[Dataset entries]
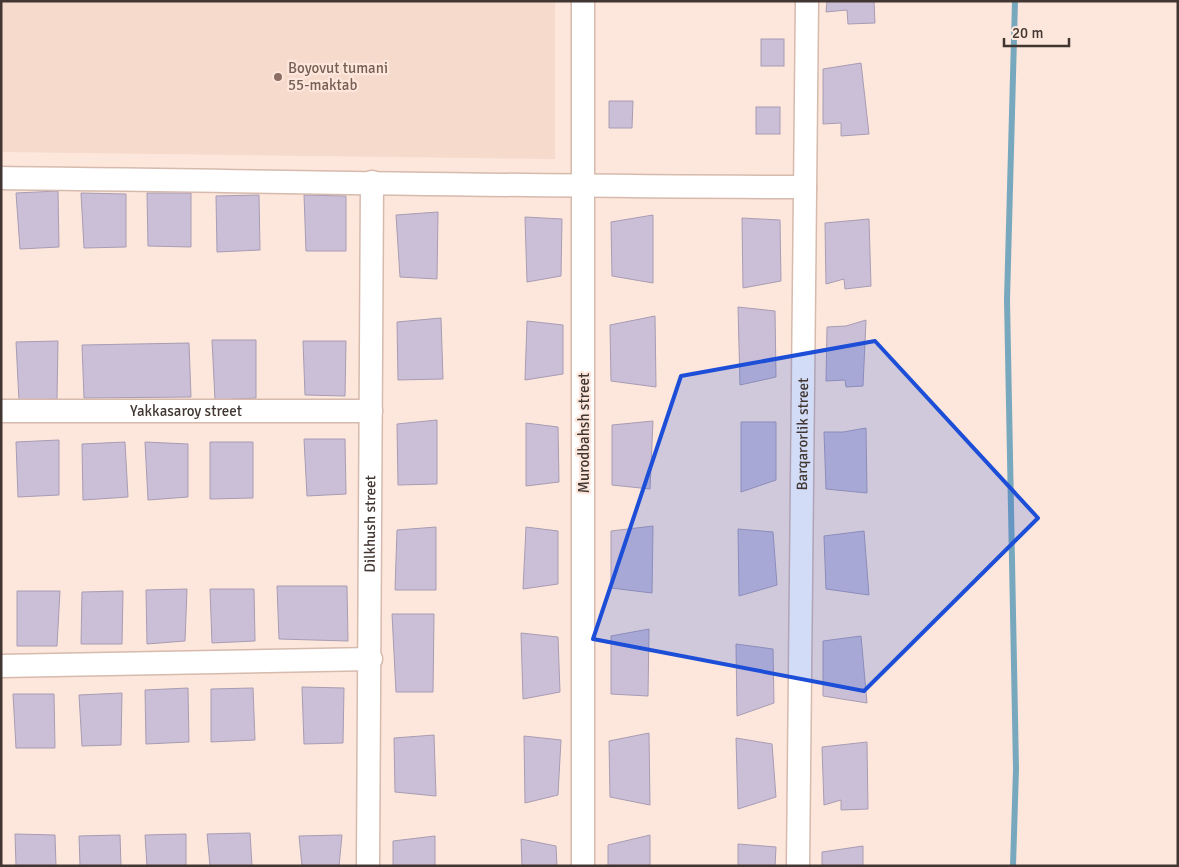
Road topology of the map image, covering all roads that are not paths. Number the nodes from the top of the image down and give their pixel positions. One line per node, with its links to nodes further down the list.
1 (583, 1): 5 (street, Murodbahsh street)
2 (807, 1): 6 (street, Barqarorlik street)
3 (1, 178): 4 (street)
4 (372, 182): 5 (street); 8 (street, Dilkhush street)
5 (584, 187): 6 (street); 12 (street, Murodbahsh street)
6 (805, 187): 13 (street, Barqarorlik street)
7 (1, 411): 8 (street, Yakkasaroy street)
8 (371, 411): 9 (street, Dilkhush street)
9 (371, 659): 10 (street); 11 (street, Dilkhush street)
10 (1, 666)
11 (368, 866)
12 (583, 866)
13 (798, 866)

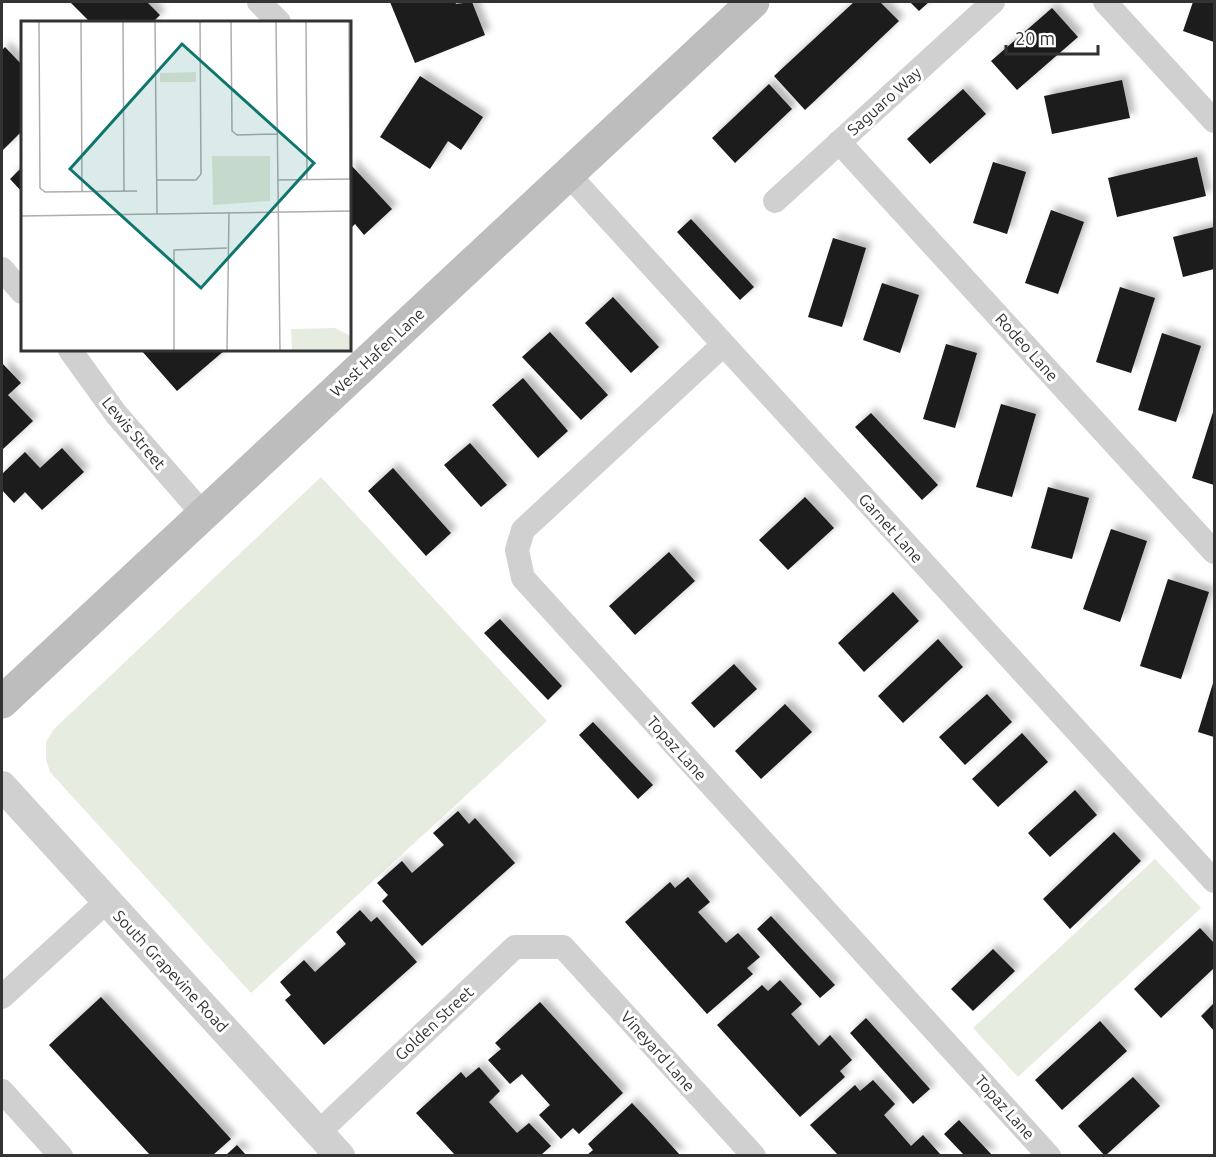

Problem details ▸
Every line of the records above must reappear exactly, though the pictures must not.

Exercise result ▸
Road topology of the map image, covering all roads that are not paths. Number the nodes from the top of the image down and give their pixel positions. One line per node, with its links to nodes further down the list.
1 (583, 1): 5 (street, Murodbahsh street)
2 (807, 1): 6 (street, Barqarorlik street)
3 (1, 178): 4 (street)
4 (372, 182): 5 (street); 8 (street, Dilkhush street)
5 (584, 187): 6 (street); 12 (street, Murodbahsh street)
6 (805, 187): 13 (street, Barqarorlik street)
7 (1, 411): 8 (street, Yakkasaroy street)
8 (371, 411): 9 (street, Dilkhush street)
9 (371, 659): 10 (street); 11 (street, Dilkhush street)
10 (1, 666)
11 (368, 866)
12 (583, 866)
13 (798, 866)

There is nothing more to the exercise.